The New Worker
The Weekly paper of the New Communist Party of Britain
Week commencing 7th March 2014
THE GIANT union Unite last week launched a digital campaign against Clause 119 of the Care Bill, now being rushed through Parliament, which would give the Secretary for Health the power to close any NHS hospital trust in the country, regardless of its performance, including its financial condition.
The clause — originally clause 118 — was introduced to the Bill after the Save Lewisham Hospital campaign staged a successful legal challenge to plans by the current Health Secretary, Jeremy Hunt, to close maternity and accident- and-emergency services at Lewisham Hospital as part of a rearrangement of hospital services in south-east London aimed to resolve financial problems at other local hospitals.
Unite said: “Clause 118 (amended to 119) is being rushed through Parliament. If it becomes law the secretary of state will have won. Hospitals will be shut at the whim of Whitehall bureaucrats, without full and proper consultation with patients and the public, and without even any agreement from the new GP commissioning groups (CCGs).
“This means that even if your local hospital is successful and financially viable it can be shut if a neighbouring NHS trust is failing — no matter how vocal local opposition is to the plans. We can’t let him get away with it.”
The union is urging all supporters of the NHS to get in touch with their MPs to use their vote when the Bill has its Third Reading in the next two weeks to oppose this dangerous clause.
Unite fears that with one in five hospitals swamped by debt, dozens of hospitals could be at risk of closure within 40 days, leaving communities suddenly bereft of local health care.
Unite head of health Rachael Maskell said: “This latest assault by the Government is breath-taking, attacking not just the NHS in England but people’s right of protest too. Such is the Government’s haste to transfer our greatest public asset, the NHS, to the private sector; they are willing to trample over people and communities to do so.
“But even more worryingly input from clinical professionals is all but swept away. People need to know. Their hospital could close in a matter of days and there is not a single thing this Government will let them do to stop it. Your views are not wanted. No English hospital is safe.

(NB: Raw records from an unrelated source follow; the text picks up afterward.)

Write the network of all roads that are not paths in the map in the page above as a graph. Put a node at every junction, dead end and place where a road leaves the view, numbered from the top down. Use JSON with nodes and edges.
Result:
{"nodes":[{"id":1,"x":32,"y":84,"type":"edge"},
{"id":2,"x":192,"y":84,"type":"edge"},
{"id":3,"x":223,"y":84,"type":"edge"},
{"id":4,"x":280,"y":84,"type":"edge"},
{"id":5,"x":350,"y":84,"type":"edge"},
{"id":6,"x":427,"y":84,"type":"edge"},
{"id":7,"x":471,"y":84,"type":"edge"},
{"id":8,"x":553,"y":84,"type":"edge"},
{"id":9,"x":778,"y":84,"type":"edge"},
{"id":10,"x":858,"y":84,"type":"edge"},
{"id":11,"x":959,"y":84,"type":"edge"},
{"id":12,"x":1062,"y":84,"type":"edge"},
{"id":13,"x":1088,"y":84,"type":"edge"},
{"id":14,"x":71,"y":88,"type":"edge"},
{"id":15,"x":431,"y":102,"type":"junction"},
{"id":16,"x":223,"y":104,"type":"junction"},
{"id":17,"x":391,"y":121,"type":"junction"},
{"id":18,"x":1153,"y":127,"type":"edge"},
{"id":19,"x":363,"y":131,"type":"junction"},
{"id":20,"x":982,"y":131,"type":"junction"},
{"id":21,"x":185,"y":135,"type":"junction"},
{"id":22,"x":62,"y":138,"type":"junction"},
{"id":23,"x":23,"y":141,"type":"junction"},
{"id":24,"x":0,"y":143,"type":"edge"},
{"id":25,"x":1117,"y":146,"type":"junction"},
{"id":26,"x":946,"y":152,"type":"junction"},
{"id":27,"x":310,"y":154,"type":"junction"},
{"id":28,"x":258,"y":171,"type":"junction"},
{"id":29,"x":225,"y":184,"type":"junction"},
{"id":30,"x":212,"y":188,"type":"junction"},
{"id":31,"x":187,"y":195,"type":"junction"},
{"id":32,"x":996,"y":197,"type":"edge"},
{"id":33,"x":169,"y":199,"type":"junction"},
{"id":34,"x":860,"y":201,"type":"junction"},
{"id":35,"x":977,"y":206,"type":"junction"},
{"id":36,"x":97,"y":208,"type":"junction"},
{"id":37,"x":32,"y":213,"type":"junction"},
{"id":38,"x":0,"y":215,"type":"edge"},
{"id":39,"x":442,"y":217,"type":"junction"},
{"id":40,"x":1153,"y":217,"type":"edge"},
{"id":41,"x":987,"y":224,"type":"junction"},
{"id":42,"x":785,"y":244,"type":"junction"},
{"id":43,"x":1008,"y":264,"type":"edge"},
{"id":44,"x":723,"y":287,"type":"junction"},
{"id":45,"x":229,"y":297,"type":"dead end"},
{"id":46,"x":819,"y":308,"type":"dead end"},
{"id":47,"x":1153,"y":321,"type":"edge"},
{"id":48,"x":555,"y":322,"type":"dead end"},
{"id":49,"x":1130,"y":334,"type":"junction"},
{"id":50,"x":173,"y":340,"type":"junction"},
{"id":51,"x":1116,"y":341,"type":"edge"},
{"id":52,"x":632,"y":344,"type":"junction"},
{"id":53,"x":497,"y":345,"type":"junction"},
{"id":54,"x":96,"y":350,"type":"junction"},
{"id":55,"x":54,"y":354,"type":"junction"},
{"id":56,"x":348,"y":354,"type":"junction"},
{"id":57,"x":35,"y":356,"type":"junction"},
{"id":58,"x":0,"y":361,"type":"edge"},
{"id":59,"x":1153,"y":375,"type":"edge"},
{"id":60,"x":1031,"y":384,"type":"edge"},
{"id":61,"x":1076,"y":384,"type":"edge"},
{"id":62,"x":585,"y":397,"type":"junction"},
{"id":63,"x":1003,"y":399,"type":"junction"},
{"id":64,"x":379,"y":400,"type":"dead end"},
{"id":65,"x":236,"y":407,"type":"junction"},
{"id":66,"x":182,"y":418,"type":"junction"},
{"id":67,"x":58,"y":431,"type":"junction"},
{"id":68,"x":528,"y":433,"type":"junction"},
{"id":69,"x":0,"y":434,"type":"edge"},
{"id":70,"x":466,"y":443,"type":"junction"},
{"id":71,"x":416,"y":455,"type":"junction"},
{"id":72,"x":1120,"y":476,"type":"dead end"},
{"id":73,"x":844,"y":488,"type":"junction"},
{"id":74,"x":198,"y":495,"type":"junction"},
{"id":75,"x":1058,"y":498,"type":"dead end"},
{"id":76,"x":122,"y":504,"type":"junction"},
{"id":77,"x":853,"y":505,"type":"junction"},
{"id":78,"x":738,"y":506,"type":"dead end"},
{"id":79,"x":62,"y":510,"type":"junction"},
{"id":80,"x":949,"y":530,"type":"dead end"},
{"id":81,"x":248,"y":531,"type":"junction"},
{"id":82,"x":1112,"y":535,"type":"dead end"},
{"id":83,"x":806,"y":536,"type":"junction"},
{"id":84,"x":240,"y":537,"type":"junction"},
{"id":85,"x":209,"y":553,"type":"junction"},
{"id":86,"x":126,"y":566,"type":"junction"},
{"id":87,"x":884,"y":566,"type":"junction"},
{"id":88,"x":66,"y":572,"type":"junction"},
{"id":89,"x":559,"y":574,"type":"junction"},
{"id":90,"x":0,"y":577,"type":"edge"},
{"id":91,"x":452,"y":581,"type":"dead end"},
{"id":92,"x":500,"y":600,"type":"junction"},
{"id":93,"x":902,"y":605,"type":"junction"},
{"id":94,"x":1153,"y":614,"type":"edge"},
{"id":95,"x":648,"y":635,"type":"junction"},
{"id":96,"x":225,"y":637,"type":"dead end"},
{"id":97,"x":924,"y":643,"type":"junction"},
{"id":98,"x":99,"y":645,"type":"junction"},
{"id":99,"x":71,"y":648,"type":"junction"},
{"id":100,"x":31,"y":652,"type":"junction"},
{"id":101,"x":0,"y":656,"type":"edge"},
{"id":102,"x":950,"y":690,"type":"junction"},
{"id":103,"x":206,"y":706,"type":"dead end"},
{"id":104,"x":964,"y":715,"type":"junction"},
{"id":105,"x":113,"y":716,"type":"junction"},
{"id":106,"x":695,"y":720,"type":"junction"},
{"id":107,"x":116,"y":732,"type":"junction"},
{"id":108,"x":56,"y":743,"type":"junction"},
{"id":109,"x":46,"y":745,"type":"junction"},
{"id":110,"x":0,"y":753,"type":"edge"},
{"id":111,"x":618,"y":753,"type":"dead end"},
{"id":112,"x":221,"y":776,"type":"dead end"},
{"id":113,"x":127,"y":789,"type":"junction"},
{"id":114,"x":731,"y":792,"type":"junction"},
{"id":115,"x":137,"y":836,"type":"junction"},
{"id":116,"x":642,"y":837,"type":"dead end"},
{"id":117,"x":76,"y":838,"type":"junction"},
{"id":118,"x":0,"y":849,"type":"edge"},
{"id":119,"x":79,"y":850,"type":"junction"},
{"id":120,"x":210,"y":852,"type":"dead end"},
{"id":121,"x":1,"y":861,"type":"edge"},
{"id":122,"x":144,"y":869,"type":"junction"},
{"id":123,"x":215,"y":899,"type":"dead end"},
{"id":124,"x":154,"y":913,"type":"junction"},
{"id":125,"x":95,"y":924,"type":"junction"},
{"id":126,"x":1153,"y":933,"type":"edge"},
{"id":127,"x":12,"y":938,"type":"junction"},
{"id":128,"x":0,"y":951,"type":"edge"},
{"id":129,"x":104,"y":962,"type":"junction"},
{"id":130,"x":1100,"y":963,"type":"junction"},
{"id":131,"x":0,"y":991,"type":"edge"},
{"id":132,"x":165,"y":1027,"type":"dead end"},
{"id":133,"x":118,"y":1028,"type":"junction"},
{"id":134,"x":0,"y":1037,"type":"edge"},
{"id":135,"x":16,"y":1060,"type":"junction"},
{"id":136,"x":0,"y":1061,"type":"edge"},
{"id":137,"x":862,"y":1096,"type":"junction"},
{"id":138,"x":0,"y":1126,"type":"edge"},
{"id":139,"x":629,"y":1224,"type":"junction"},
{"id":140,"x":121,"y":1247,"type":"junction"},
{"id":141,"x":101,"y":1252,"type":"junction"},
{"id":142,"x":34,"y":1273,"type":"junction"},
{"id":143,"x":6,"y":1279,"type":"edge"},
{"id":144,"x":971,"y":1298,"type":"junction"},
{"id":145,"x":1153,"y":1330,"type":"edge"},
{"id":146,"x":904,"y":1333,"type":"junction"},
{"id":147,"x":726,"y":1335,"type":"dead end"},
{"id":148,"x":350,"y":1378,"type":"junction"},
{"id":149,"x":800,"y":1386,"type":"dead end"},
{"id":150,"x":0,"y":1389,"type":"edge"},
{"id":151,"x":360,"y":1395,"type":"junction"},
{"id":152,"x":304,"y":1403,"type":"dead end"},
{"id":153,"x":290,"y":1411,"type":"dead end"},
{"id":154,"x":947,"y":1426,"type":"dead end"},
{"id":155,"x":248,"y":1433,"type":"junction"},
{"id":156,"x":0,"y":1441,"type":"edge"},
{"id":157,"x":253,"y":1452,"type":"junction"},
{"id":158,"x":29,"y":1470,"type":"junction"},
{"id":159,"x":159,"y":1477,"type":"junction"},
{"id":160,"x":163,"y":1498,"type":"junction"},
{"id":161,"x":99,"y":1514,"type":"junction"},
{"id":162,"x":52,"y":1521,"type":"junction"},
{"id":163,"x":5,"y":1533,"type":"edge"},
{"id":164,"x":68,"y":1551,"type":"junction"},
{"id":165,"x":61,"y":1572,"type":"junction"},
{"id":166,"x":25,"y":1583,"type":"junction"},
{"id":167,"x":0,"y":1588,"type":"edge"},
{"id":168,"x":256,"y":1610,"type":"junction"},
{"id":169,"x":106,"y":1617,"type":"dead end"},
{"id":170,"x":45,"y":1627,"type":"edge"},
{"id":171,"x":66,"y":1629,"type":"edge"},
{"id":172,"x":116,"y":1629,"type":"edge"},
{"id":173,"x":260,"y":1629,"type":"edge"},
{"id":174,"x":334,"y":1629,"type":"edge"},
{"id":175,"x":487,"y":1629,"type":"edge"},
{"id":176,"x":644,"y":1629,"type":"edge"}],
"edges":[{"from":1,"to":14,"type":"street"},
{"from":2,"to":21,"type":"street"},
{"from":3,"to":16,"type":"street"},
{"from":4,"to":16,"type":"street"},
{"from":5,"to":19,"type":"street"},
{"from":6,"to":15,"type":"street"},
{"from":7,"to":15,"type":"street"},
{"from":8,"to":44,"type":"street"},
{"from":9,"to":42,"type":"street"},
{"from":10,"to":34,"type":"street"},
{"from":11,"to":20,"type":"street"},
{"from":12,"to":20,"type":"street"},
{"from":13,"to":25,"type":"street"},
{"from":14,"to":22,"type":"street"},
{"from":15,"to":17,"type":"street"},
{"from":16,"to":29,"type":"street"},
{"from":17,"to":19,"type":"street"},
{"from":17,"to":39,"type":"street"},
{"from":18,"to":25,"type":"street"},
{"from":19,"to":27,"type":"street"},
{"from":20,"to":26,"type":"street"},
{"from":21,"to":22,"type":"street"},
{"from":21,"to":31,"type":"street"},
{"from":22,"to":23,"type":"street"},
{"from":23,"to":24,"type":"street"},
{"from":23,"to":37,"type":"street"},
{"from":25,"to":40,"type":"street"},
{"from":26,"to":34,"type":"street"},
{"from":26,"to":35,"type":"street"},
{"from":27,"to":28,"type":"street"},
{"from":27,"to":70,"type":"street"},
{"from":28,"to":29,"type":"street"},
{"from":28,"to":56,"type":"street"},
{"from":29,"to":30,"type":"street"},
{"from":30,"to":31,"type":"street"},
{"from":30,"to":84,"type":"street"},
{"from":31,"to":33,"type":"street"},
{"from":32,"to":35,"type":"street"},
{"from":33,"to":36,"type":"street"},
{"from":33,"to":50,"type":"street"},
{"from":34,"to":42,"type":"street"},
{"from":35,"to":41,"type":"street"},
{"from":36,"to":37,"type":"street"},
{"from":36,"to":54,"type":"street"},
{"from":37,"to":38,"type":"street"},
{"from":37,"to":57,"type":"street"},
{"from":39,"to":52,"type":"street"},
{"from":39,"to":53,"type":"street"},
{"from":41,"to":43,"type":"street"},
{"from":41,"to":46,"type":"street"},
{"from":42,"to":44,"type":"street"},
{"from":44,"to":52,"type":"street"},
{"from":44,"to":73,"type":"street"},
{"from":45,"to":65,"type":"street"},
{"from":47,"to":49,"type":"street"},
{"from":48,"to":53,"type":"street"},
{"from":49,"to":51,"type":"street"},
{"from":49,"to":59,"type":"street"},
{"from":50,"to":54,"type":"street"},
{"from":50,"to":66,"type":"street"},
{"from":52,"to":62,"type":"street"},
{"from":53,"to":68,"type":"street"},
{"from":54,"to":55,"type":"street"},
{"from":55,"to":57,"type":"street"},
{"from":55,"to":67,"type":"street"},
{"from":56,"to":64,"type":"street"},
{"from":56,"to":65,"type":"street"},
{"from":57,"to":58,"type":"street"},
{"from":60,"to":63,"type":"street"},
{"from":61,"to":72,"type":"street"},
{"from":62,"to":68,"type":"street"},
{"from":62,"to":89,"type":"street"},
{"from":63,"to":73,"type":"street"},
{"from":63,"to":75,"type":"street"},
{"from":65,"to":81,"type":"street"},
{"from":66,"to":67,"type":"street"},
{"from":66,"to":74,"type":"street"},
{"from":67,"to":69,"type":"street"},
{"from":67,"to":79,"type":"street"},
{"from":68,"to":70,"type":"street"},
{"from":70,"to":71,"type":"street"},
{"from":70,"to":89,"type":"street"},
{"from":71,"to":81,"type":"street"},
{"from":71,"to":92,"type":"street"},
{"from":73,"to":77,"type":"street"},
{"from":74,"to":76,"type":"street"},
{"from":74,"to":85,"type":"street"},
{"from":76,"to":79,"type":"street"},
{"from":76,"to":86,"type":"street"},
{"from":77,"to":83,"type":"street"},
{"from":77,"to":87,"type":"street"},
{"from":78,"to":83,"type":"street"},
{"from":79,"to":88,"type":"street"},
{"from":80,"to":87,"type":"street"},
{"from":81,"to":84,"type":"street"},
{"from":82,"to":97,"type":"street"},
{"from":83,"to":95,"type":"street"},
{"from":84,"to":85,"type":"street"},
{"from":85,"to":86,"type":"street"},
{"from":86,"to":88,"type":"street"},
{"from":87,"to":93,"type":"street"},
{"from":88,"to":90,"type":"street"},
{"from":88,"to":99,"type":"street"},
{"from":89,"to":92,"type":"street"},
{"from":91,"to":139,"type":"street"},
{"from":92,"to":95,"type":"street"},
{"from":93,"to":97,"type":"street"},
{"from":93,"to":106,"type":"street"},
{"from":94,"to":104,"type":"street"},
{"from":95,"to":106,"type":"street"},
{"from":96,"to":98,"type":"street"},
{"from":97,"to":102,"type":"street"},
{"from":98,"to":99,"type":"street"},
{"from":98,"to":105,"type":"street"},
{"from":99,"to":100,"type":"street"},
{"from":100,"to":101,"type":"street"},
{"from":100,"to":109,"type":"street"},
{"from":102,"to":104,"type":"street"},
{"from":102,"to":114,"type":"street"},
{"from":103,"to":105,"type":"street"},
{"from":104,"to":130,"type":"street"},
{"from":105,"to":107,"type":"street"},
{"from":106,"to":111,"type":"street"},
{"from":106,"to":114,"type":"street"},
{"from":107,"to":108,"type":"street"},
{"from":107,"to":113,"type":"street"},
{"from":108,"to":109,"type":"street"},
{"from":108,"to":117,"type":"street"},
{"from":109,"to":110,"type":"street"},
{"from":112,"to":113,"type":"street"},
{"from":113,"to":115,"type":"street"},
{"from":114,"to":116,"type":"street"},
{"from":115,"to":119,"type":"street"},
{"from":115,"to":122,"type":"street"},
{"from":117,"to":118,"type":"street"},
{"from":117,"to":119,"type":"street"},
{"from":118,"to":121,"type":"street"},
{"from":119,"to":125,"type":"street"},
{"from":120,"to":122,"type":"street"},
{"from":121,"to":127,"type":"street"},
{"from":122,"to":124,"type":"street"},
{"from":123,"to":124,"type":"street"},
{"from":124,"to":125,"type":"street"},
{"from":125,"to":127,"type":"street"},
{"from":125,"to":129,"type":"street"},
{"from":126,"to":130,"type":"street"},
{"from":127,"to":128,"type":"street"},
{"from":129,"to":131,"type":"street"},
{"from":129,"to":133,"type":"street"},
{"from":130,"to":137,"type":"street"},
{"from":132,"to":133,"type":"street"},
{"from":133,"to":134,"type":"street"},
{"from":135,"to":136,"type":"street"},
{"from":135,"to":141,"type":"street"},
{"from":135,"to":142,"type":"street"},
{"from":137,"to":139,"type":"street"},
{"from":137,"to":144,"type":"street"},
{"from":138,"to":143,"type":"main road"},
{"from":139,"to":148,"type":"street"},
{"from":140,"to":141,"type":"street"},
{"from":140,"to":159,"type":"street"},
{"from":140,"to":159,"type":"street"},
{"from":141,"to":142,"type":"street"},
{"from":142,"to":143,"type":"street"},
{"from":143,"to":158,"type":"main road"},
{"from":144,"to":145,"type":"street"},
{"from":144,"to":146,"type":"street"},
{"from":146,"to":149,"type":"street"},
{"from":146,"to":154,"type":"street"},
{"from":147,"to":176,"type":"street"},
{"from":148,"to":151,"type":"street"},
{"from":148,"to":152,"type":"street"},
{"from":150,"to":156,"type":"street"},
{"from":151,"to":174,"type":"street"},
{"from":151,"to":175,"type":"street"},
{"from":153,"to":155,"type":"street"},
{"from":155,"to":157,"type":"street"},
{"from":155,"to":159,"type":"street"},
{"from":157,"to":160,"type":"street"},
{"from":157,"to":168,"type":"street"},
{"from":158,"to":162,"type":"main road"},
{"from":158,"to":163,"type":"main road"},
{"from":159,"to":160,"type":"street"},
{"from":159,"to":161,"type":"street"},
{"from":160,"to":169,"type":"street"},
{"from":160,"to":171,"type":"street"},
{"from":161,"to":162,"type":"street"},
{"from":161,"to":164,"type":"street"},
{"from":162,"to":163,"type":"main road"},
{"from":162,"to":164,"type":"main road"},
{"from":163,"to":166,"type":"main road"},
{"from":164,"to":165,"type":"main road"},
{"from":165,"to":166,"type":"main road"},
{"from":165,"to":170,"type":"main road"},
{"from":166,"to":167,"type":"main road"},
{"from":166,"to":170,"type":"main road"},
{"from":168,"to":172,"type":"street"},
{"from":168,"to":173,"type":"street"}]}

“We only have days to stop this so we are appealing to people, take action — do not let this government take your NHS and do not let them gag you.”
Unite — which recently announced it would commit to a concerted leverage campaign to target the businesses exploiting the NHS — says that with 230 MPs, most Conservative, holding interests in the private health industry, the public can no longer trust the Government with the safe keeping of the health service.
Since April 2013 70 per cent of NHS contracts have gone to private and non-NHS providers, thanks to the government’s Health and Social Care Act 2012 which has unleashed a full blown competitive market into the NHS. No hospital safe
Meanwhile Hunt has passed a death sentence on the trust that ran Stafford Hospital — the subject of a damning report last year about standards of care in the hospital. The Mid Staffordshire NHS Trust is to be dissolved.
Jeremy Hunt announced Stafford and Cannock Chase Hospitals would retain 90 per cent of patient visits but they would now be operated by neighbouring NHS trusts.
In a partial victory for campaigners supporting Stafford Hospital, Hunt suggested it could keep its consultant-led maternity service depending on an NHS England review.
Local campaigners had made it clear that they wanted the hospital to be improved, not closed
Up to 1,200 people were found to have died unnecessarily at Stafford Hospital between 2005 and 2008 in one of the biggest NHS scandals.
Heath union chiefs said it was vital neighbouring trusts were given the finances to deal with the new responsibilities to provide care at the hospitals.
Christina McAnea, head of health for Unison, said: “It is bitterly disappointing for the local community who have campaigned for local services and have rallied behind the hospital, as well as for staff who have worked hard to turn the trust around.
“The facts show that patient care has improved massively and the staff survey, released only yesterday, showed that 73 per cent would now be happy with the standard of care at the hospital if a friend or relative needed treatment — higher than the 65 per cent national average.”